Kleinman told Worldcasting that during the afternoon Alhurra's programs are oriented toward women, who enjoy Hollywood shows like "Inside Actors Studio," acquired from America's Bravo TV, plus programs purchased from others in such fields as travel, nature, health, and personal fitness. "Health and medicine are the big issues," says Kleinman, who stresses that audiences look to the U.S. for the latest trends in these subjects. Documentaries have been purchased from A&E (Arts and Entertainment), the History Channel, BBC, Nova, Granada TV (Britain), and others.

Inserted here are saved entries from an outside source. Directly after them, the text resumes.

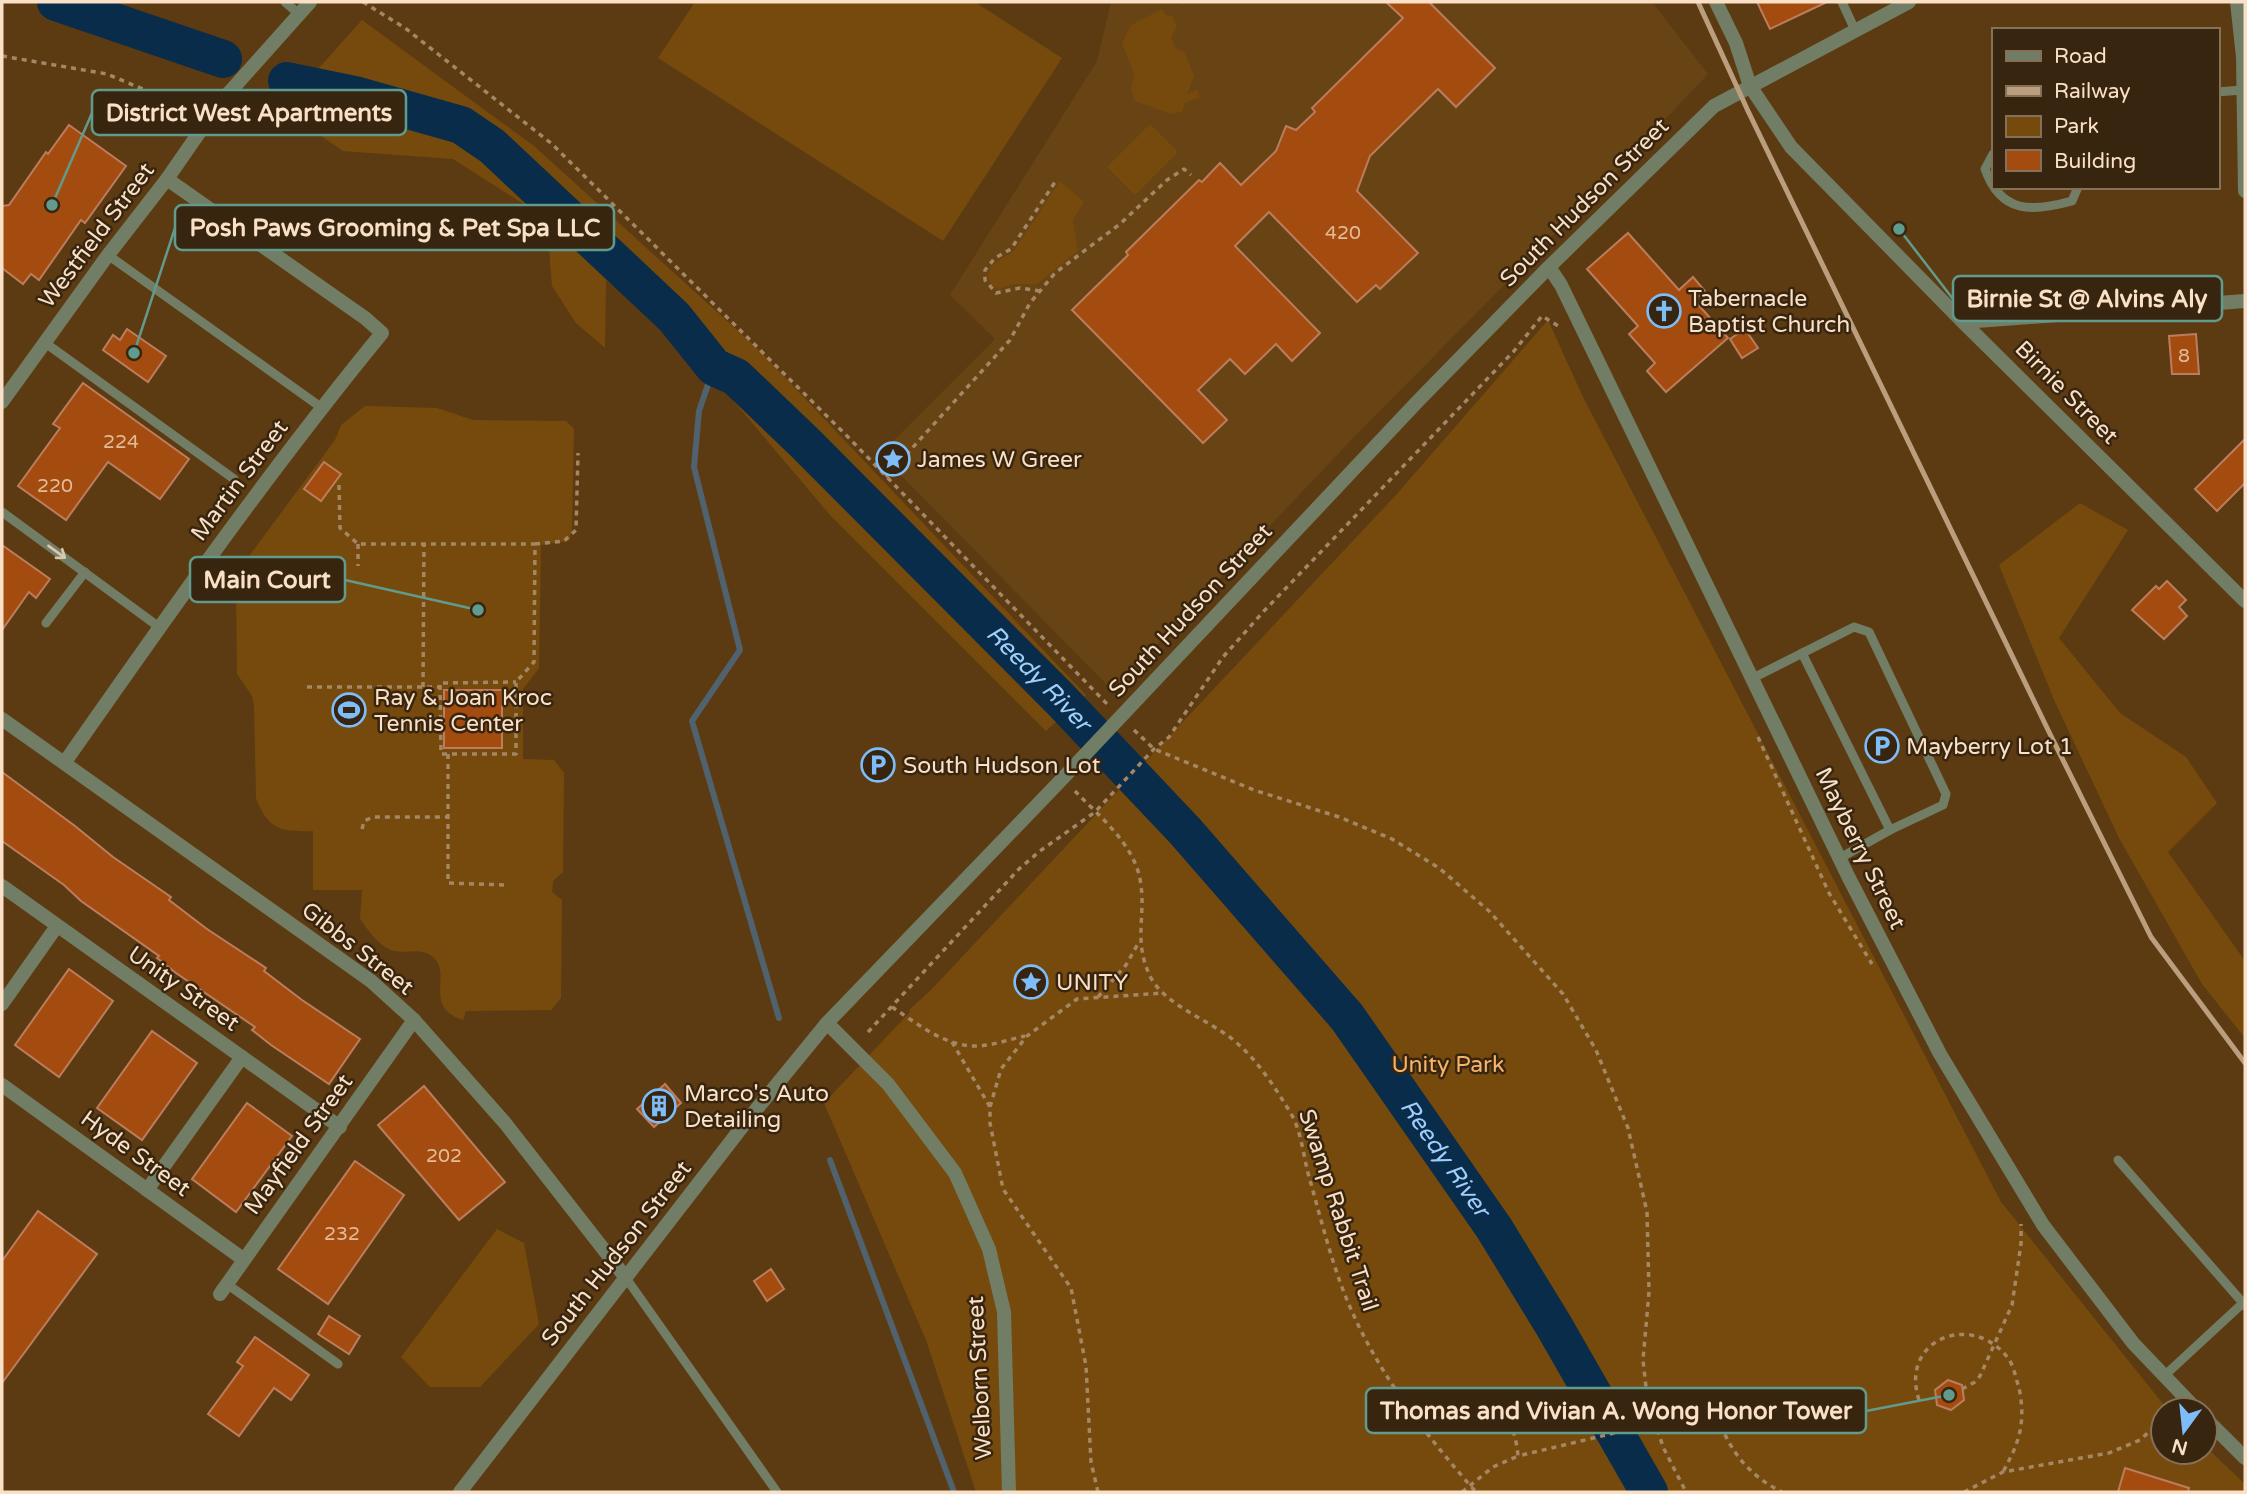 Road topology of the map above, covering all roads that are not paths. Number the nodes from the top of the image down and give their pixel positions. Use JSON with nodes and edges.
{"nodes":[{"id":1,"x":285,"y":2,"type":"edge"},
{"id":2,"x":310,"y":2,"type":"edge"},
{"id":3,"x":1716,"y":2,"type":"edge"},
{"id":4,"x":1842,"y":2,"type":"edge"},
{"id":5,"x":1909,"y":2,"type":"edge"},
{"id":6,"x":2237,"y":2,"type":"edge"},
{"id":7,"x":299,"y":14,"type":"junction"},
{"id":8,"x":1855,"y":30,"type":"junction"},
{"id":9,"x":1750,"y":86,"type":"junction"},
{"id":10,"x":2242,"y":90,"type":"junction"},
{"id":11,"x":2219,"y":92,"type":"edge"},
{"id":12,"x":1992,"y":156,"type":"edge"},
{"id":13,"x":167,"y":179,"type":"junction"},
{"id":14,"x":1992,"y":189,"type":"edge"},
{"id":15,"x":1992,"y":189,"type":"edge"},
{"id":16,"x":2077,"y":189,"type":"edge"},
{"id":17,"x":2245,"y":191,"type":"edge"},
{"id":18,"x":108,"y":255,"type":"junction"},
{"id":19,"x":1549,"y":267,"type":"junction"},
{"id":20,"x":2245,"y":301,"type":"edge"},
{"id":21,"x":1963,"y":322,"type":"junction"},
{"id":22,"x":44,"y":342,"type":"junction"},
{"id":23,"x":2,"y":402,"type":"edge"},
{"id":24,"x":321,"y":408,"type":"junction"},
{"id":25,"x":234,"y":479,"type":"dead end"},
{"id":26,"x":2,"y":512,"type":"edge"},
{"id":27,"x":85,"y":572,"type":"junction"},
{"id":28,"x":2245,"y":601,"type":"edge"},
{"id":29,"x":46,"y":624,"type":"dead end"},
{"id":30,"x":159,"y":627,"type":"junction"},
{"id":31,"x":1802,"y":653,"type":"junction"},
{"id":32,"x":1753,"y":678,"type":"junction"},
{"id":33,"x":2,"y":719,"type":"edge"},
{"id":34,"x":65,"y":762,"type":"junction"},
{"id":35,"x":1890,"y":830,"type":"junction"},
{"id":36,"x":1840,"y":858,"type":"junction"},
{"id":37,"x":2,"y":886,"type":"edge"},
{"id":38,"x":57,"y":926,"type":"junction"},
{"id":39,"x":2,"y":1004,"type":"edge"},
{"id":40,"x":414,"y":1020,"type":"junction"},
{"id":41,"x":827,"y":1023,"type":"junction"},
{"id":42,"x":242,"y":1057,"type":"junction"},
{"id":43,"x":2,"y":1085,"type":"edge"},
{"id":44,"x":340,"y":1126,"type":"junction"},
{"id":45,"x":2119,"y":1160,"type":"dead end"},
{"id":46,"x":147,"y":1190,"type":"junction"},
{"id":47,"x":243,"y":1259,"type":"junction"},
{"id":48,"x":626,"y":1278,"type":"junction"},
{"id":49,"x":224,"y":1289,"type":"joint"},
{"id":50,"x":2244,"y":1305,"type":"edge"},
{"id":51,"x":338,"y":1364,"type":"dead end"},
{"id":52,"x":2163,"y":1377,"type":"junction"},
{"id":53,"x":2183,"y":1396,"type":"edge"},
{"id":54,"x":2219,"y":1432,"type":"edge"},
{"id":55,"x":2245,"y":1458,"type":"edge"},
{"id":56,"x":460,"y":1492,"type":"edge"},
{"id":57,"x":777,"y":1492,"type":"edge"},
{"id":58,"x":1009,"y":1492,"type":"edge"}],
"edges":[{"from":1,"to":7,"type":"lane"},
{"from":2,"to":7,"type":"street","name":"Westfield Street"},
{"from":3,"to":9,"type":"street","name":"Birnie Street"},
{"from":4,"to":8,"type":"lane"},
{"from":5,"to":8,"type":"street","name":"South Hudson Street"},
{"from":6,"to":10,"type":"street"},
{"from":7,"to":13,"type":"street","name":"Westfield Street"},
{"from":8,"to":9,"type":"street","name":"South Hudson Street"},
{"from":9,"to":19,"type":"street","name":"South Hudson Street"},
{"from":9,"to":21,"type":"street","name":"Birnie Street"},
{"from":10,"to":11,"type":"lane"},
{"from":10,"to":17,"type":"street"},
{"from":12,"to":14,"type":"lane"},
{"from":13,"to":18,"type":"street","name":"Westfield Street"},
{"from":13,"to":24,"type":"street","name":"Martin Street"},
{"from":15,"to":16,"type":"lane"},
{"from":18,"to":22,"type":"street","name":"Westfield Street"},
{"from":18,"to":24,"type":"lane"},
{"from":19,"to":32,"type":"street","name":"Mayberry Street"},
{"from":19,"to":41,"type":"street","name":"South Hudson Street"},
{"from":20,"to":21,"type":"street"},
{"from":21,"to":28,"type":"street","name":"Birnie Street"},
{"from":22,"to":23,"type":"street","name":"Westfield Street"},
{"from":22,"to":25,"type":"lane"},
{"from":24,"to":30,"type":"street","name":"Martin Street"},
{"from":26,"to":27,"type":"lane","one_way":true},
{"from":27,"to":29,"type":"lane"},
{"from":27,"to":30,"type":"lane"},
{"from":30,"to":34,"type":"street","name":"Martin Street"},
{"from":31,"to":32,"type":"lane"},
{"from":31,"to":35,"type":"lane"},
{"from":31,"to":35,"type":"lane"},
{"from":32,"to":36,"type":"street","name":"Mayberry Street"},
{"from":33,"to":34,"type":"street","name":"Gibbs Street"},
{"from":34,"to":40,"type":"street","name":"Gibbs Street"},
{"from":35,"to":36,"type":"lane"},
{"from":36,"to":52,"type":"street","name":"Mayberry Street"},
{"from":37,"to":38,"type":"street","name":"Unity Street"},
{"from":38,"to":39,"type":"street"},
{"from":38,"to":42,"type":"street","name":"Unity Street"},
{"from":40,"to":44,"type":"street","name":"Mayfield Street"},
{"from":40,"to":48,"type":"street","name":"Gibbs Street"},
{"from":41,"to":48,"type":"street","name":"South Hudson Street"},
{"from":41,"to":58,"type":"street","name":"Welborn Street"},
{"from":42,"to":44,"type":"street","name":"Unity Street"},
{"from":42,"to":46,"type":"street"},
{"from":43,"to":46,"type":"street","name":"Hyde Street"},
{"from":44,"to":47,"type":"street","name":"Mayfield Street"},
{"from":45,"to":50,"type":"lane"},
{"from":46,"to":47,"type":"street","name":"Hyde Street"},
{"from":47,"to":49,"type":"street","name":"Mayfield Street"},
{"from":48,"to":56,"type":"street","name":"South Hudson Street"},
{"from":48,"to":57,"type":"lane"},
{"from":49,"to":51,"type":"lane"},
{"from":50,"to":52,"type":"lane"},
{"from":52,"to":53,"type":"street","name":"Mayberry Street"},
{"from":54,"to":55,"type":"street"}]}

But in evening prime time, says Kleinman, when the man in the family is home from work (men, he said, decide what shows are watched in the evening in the Middle East), Alhurra's program schedule turns more toward news, current affairs discussion programs, and hard-hitting documentaries such as those acquired from the Frontline program, produced at Boston's public broadcasting station, WGBH-TV.
One such documentary, "Rumsfeld's War,", produced by WGBH-TV with the Washington Post, focuses on the Secretary of Defense Donald Rumsfeld and the U.S. military in Iraq. In its description of the program, Frontline says that "With the United States Army deployed in a dozen hotspots around the world -- on constant alert in Afghanistan and taking casualties almost every day in Iraq -- some current and former officers now say the army is on the verge of being broken. The man responsible, according to those officers, is a secretary of defense who came into the Pentagon determined to transform the shape of the military."
Despite Hollywood, Bollywood, and telenovellas, there's a war going on.